The best method of hitting the wheat head and getting full protection is to use a double-headed nozzle, with one head facing directly forward and one facing backward. The forward-facing nozzle shoots the fungicide horizontally into the wheat heads, rather than dripping it down, which would cause much of it to hit the soil, or creating a thin mist that could simply dissipate.
The back-facing nozzle head will hit some of the wheat heads on the opposite side and an aerodynamic turbulence will catch the drops and allow the spray to “wrap around” the rest of the wheat head.
However, this approach works only if the nozzle is shooting large drops. Wolf said a mist will lose its velocity within inches of being shot out of the nozzle and will simply drift with the prevailing wind, coating only the side of the wheat head facing the wind.
He said forward spraying actually works better at speeds faster than the usual eight km-h because the sprayer’s speed adds to the forward velocity of the fungicide and will keep the droplets going straighter, increasing their chances of hitting the head.
“We found (16 km-h) to be better than (eight km-h),” said Wolf. Spieser said applications at 19 km-h also worked well.
Fast fungicide spraying is also a good idea because producers have so little time to react when disease conditions are ripe.

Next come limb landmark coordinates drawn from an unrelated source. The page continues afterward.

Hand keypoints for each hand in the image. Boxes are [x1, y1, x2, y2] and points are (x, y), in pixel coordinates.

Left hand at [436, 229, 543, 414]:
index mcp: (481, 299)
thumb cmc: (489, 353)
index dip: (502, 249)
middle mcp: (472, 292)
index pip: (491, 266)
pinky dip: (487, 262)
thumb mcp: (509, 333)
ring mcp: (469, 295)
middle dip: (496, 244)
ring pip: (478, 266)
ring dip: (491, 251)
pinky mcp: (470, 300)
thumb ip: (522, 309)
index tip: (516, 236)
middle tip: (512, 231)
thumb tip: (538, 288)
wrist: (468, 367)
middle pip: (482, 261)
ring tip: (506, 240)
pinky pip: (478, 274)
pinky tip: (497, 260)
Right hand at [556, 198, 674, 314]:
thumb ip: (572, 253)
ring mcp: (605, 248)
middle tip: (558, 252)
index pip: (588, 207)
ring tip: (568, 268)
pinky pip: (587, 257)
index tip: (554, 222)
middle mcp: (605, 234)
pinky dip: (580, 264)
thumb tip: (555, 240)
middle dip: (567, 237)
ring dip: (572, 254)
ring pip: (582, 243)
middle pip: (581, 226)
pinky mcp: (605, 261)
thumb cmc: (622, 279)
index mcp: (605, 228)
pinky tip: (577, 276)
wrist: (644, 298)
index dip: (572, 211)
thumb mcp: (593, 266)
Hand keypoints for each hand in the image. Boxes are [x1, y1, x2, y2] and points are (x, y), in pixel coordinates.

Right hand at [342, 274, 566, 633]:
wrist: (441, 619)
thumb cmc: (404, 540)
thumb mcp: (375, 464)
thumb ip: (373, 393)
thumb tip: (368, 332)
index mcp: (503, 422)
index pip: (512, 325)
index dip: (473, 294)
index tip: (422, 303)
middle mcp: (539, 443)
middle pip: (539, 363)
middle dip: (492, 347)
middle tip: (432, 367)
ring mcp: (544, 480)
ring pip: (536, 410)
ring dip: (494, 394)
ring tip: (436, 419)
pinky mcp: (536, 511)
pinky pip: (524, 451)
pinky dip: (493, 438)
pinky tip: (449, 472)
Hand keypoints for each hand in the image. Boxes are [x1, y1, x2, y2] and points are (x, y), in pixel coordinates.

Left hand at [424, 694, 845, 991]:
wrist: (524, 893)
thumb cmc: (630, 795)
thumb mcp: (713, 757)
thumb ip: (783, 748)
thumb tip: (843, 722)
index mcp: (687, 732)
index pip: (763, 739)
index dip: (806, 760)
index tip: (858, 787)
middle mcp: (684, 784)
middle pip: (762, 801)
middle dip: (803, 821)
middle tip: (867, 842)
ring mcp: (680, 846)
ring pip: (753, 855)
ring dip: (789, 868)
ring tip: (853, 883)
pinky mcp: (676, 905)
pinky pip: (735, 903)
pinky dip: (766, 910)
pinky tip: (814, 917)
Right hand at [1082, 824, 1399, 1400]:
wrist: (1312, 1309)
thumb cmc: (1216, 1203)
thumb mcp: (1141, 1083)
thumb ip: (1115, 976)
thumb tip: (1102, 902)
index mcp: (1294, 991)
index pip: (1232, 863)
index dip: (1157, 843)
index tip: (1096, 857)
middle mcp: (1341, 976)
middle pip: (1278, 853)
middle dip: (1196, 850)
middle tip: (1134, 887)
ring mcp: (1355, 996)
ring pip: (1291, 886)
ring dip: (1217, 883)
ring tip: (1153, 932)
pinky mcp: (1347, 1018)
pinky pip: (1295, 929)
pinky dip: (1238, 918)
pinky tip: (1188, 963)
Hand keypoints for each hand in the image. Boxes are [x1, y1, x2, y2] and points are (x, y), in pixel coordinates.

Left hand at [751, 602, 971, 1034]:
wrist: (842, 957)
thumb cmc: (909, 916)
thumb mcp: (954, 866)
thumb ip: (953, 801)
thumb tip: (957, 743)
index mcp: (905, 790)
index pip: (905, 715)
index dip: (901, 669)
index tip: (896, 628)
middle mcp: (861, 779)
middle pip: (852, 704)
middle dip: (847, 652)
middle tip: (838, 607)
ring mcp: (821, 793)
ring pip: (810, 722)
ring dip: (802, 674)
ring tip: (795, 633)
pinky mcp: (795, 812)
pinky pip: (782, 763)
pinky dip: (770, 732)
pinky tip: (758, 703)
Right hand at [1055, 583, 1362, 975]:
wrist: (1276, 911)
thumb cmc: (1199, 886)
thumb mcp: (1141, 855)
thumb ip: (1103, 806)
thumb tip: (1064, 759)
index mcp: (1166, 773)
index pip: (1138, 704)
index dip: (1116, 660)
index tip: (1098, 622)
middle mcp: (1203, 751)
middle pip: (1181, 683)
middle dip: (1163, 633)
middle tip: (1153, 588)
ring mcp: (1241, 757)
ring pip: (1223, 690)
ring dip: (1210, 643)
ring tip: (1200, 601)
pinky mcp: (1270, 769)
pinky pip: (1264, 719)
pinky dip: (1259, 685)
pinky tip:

If heat and humidity hit danger levels during flowering, farmers can’t afford to spend a whole day spraying one quarter section, Wolf said.
Spieser added that some farmers despise double nozzle heads because they are expensive and known for malfunction. Some double nozzles cost more than $30 each, compared to the $10 price tag of most single nozzles.
They can also get knocked out of alignment by tall plants in the canopy, and can be hard to fit into multi-head nozzle holes.
“Producers don’t like them,” Spieser said.
Because of this antipathy, Spieser has also been testing forward-facing single head nozzles.
The best, the Turbo FloodJet, “worked well, but it was highly variable coverage.”
Without the double head’s backward facing nozzle, the Turbo FloodJet soaked some heads perfectly, but achieved poor coverage on others.
Wolf said he did not want to take a stand on whether ground or aerial spraying worked better, but he added many farmers who begin with ground spraying also end up bringing in the planes.
“That’s the reality Ð the time pressure is enormous,” he said.